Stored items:
────────────────────
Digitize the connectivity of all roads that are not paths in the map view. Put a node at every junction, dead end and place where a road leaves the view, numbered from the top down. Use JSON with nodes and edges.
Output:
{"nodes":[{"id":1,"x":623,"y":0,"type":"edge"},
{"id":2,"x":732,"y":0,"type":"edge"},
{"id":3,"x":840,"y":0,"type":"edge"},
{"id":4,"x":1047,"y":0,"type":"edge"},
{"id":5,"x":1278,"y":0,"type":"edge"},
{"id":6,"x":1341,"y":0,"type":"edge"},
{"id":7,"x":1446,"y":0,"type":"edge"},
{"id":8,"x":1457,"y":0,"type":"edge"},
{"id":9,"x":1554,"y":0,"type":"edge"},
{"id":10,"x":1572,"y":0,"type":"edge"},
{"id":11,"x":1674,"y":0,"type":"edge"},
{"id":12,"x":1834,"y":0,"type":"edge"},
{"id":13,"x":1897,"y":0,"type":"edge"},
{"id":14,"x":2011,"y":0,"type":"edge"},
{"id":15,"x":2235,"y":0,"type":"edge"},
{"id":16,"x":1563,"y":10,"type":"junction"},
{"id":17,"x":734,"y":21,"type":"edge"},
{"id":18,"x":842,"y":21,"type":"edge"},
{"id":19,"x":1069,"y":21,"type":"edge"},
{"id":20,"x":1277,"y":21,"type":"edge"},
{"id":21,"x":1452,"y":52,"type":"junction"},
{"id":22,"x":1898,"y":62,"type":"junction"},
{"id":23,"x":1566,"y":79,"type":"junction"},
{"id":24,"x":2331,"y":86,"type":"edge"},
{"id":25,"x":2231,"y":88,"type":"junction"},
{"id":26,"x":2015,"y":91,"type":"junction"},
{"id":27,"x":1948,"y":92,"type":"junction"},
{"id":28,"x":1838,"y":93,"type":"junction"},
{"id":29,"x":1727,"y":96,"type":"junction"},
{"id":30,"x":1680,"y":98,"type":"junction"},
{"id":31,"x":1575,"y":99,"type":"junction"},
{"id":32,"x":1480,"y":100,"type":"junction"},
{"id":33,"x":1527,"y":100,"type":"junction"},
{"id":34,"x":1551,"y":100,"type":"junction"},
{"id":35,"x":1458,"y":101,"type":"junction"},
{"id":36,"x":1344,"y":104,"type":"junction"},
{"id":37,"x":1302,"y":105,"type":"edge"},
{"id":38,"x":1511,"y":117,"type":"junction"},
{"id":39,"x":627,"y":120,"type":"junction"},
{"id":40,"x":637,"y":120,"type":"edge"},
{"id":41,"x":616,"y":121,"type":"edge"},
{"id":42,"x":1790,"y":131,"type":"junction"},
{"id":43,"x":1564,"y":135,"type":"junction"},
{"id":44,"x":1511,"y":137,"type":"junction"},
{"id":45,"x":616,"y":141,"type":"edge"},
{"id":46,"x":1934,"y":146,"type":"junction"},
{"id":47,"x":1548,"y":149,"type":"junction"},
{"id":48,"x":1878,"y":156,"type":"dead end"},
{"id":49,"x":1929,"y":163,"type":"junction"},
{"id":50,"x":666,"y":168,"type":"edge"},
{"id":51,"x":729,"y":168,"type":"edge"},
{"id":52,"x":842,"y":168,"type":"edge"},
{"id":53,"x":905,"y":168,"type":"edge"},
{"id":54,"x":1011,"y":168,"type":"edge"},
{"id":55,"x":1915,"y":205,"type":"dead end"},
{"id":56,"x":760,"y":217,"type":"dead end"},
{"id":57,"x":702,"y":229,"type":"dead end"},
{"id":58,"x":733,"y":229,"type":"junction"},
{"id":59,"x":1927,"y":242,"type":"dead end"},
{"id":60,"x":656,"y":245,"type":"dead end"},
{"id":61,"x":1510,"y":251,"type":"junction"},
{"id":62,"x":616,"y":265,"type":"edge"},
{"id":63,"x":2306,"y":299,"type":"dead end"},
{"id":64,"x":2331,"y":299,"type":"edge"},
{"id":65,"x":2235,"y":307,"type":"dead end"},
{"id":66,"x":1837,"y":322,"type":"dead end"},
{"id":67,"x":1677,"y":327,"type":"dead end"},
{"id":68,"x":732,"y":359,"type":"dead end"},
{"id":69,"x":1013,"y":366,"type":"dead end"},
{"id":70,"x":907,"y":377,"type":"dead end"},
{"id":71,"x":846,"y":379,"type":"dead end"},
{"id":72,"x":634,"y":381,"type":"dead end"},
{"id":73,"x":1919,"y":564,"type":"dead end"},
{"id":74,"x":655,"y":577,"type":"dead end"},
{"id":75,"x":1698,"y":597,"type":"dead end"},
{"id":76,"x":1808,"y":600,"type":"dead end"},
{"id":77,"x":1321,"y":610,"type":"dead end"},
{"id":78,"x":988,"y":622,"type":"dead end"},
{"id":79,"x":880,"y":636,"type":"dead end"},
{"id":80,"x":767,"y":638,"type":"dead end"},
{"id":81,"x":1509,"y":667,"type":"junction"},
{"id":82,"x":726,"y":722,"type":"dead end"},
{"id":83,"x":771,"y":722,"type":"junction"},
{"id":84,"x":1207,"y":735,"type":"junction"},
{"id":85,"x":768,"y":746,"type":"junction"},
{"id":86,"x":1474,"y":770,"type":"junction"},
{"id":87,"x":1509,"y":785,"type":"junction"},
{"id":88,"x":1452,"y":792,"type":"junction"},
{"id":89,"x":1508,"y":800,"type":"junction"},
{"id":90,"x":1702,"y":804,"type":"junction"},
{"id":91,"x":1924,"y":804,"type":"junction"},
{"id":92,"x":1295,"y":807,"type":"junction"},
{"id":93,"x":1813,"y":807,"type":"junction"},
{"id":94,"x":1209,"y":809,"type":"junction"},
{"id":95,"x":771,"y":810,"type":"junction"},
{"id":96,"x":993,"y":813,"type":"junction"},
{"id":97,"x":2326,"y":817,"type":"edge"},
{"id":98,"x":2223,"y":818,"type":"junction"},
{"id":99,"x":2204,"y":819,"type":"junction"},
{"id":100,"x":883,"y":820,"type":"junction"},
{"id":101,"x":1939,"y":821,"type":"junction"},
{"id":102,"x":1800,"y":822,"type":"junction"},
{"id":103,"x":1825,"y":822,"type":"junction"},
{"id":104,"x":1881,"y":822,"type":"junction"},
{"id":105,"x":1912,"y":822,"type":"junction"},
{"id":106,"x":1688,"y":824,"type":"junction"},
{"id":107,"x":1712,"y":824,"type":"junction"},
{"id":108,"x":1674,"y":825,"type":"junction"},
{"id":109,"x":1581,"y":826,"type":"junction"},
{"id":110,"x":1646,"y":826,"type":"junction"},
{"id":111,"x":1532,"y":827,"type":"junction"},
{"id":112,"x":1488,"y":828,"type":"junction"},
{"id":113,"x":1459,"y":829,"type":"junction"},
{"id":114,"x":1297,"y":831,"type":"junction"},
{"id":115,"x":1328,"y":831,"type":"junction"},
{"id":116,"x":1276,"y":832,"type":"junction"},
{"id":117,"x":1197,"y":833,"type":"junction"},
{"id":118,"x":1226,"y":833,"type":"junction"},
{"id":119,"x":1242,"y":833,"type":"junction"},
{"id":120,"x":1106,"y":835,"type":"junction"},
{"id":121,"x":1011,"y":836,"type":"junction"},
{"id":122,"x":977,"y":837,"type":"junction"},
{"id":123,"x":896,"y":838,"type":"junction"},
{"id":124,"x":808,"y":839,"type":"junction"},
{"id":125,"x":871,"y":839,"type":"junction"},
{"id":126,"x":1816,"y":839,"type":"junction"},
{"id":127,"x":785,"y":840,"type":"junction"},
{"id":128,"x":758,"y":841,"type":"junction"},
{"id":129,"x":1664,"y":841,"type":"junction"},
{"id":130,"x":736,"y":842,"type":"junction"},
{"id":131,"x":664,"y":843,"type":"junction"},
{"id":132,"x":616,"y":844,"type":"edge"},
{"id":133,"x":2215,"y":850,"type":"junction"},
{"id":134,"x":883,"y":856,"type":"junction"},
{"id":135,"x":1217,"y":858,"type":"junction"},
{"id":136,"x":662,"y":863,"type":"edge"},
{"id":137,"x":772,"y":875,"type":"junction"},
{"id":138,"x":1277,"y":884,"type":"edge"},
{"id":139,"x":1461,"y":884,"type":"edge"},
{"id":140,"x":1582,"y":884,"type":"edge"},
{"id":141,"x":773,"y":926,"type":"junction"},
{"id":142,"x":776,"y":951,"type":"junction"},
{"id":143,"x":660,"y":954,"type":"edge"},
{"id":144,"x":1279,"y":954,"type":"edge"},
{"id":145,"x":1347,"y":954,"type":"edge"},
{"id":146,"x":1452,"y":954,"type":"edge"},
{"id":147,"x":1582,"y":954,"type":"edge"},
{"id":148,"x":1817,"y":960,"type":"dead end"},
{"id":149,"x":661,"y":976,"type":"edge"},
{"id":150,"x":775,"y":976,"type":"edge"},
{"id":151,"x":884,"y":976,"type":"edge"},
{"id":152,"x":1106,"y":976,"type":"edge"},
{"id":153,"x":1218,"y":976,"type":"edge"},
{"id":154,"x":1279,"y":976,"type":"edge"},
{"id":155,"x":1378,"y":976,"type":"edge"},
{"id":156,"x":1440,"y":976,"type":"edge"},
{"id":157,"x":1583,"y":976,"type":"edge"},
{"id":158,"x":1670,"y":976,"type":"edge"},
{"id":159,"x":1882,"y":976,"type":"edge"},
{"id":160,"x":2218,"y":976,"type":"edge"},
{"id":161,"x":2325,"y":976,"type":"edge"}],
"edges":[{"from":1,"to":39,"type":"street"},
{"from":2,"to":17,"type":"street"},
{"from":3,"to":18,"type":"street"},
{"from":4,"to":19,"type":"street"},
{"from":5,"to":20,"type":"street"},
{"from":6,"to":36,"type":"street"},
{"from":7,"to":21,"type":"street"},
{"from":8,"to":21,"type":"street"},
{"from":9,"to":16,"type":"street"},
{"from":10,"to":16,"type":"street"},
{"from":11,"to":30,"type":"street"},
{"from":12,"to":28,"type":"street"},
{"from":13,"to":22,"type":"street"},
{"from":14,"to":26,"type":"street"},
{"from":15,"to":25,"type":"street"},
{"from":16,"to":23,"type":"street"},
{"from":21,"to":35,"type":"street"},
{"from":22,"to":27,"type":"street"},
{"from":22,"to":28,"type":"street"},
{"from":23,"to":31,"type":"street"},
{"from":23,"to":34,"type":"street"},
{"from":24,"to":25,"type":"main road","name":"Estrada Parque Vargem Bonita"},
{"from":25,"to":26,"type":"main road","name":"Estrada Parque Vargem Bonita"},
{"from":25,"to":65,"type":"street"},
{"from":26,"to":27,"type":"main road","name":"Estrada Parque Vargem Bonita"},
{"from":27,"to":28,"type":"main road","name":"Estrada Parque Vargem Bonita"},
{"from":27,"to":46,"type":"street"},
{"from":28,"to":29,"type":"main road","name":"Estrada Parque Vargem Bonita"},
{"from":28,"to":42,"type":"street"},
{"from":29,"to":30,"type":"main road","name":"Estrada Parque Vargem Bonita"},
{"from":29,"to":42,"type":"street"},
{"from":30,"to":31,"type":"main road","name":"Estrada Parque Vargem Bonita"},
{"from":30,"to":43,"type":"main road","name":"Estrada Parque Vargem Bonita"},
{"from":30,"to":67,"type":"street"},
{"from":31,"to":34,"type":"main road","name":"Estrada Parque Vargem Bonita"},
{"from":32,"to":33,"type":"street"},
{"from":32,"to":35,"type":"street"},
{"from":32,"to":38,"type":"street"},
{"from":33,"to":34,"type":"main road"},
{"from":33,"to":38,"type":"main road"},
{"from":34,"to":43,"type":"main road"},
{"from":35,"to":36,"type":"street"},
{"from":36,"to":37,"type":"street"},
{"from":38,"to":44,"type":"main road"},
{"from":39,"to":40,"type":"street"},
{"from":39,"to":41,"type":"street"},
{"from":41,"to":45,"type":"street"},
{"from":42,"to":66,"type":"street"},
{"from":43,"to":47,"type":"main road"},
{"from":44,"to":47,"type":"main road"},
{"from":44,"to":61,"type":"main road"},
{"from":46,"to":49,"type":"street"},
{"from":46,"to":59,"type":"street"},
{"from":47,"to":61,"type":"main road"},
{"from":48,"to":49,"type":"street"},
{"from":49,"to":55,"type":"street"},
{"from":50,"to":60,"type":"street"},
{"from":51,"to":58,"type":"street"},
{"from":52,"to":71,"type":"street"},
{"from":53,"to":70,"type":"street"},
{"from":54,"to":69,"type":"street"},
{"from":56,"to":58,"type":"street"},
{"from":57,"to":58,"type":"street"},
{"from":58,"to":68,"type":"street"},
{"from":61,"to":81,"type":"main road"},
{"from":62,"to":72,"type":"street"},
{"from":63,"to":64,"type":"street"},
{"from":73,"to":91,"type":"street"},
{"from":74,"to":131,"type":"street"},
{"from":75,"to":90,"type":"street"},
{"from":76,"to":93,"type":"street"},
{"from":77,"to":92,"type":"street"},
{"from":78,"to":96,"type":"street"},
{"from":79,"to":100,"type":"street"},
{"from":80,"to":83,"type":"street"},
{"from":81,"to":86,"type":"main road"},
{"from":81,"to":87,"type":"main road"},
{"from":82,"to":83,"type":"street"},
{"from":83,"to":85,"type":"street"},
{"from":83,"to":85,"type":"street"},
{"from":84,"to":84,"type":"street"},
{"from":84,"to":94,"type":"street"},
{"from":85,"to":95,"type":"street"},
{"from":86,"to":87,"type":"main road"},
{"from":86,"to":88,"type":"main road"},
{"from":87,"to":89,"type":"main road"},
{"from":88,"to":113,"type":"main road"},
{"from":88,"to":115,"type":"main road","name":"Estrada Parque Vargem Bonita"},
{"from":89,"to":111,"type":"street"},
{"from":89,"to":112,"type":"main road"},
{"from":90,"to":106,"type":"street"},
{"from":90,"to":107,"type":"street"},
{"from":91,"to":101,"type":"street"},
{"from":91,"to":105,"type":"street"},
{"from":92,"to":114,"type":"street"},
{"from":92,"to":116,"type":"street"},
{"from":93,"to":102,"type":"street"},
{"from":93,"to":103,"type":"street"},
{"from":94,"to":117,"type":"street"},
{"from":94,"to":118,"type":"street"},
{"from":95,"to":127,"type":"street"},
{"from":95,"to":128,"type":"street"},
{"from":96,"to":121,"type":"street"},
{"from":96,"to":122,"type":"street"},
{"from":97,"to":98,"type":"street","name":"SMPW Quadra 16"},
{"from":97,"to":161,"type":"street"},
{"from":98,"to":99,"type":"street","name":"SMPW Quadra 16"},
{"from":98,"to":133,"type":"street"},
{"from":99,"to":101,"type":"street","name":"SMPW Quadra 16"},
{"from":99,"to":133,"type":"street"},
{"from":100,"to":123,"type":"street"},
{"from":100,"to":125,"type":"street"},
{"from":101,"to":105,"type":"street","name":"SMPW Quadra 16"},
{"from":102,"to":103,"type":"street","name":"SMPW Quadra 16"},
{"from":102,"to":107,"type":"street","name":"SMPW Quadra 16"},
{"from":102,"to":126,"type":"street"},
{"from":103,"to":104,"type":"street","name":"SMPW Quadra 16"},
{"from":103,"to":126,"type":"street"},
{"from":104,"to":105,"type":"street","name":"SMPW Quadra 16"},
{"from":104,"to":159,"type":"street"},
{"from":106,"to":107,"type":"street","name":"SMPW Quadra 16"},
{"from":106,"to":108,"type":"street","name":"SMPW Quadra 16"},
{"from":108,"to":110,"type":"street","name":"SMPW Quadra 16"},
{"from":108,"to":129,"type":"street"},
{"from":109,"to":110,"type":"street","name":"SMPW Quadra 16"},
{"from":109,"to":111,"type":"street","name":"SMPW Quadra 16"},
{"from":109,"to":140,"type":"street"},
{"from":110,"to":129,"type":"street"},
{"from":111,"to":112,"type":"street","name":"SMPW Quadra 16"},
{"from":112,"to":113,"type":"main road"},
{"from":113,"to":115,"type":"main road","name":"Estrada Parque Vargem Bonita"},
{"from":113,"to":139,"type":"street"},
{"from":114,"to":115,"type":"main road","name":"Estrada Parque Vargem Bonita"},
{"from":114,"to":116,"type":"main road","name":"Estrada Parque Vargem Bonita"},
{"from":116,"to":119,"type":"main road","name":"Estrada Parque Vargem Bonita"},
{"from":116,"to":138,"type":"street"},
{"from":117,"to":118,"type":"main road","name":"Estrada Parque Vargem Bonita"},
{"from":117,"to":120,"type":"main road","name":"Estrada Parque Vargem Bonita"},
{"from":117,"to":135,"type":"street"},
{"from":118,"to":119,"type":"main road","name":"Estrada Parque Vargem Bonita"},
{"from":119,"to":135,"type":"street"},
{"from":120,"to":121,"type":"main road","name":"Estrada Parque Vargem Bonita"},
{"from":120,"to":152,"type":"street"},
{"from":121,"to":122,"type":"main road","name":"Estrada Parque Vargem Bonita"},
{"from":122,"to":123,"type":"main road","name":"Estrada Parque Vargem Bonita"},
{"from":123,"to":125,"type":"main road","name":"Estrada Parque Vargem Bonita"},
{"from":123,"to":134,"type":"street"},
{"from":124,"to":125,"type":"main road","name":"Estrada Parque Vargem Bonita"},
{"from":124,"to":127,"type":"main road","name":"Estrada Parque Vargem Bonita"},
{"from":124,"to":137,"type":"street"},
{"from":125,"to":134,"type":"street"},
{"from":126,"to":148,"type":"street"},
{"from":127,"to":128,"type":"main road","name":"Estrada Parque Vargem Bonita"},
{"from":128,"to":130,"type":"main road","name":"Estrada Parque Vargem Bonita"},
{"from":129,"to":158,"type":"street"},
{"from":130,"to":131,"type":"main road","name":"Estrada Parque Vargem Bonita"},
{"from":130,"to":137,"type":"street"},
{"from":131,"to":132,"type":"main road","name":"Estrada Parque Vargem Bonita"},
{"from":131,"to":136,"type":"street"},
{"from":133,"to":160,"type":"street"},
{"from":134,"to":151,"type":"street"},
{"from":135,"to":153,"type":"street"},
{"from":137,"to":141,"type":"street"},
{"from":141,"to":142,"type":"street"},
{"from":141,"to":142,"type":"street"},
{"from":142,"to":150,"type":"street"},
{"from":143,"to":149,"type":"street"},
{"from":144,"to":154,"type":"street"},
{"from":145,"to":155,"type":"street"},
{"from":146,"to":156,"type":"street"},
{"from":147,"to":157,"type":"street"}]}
────────────────────
_What you have to do:_ Where in the records does the word "nodes" appear? Copy each line that holds it.

_Task output:_
Digitize the connectivity of all roads that are not paths in the map view. Put a node at every junction, dead end and place where a road leaves the view, numbered from the top down. Use JSON with nodes and edges.
{"nodes":[{"id":1,"x":623,"y":0,"type":"edge"},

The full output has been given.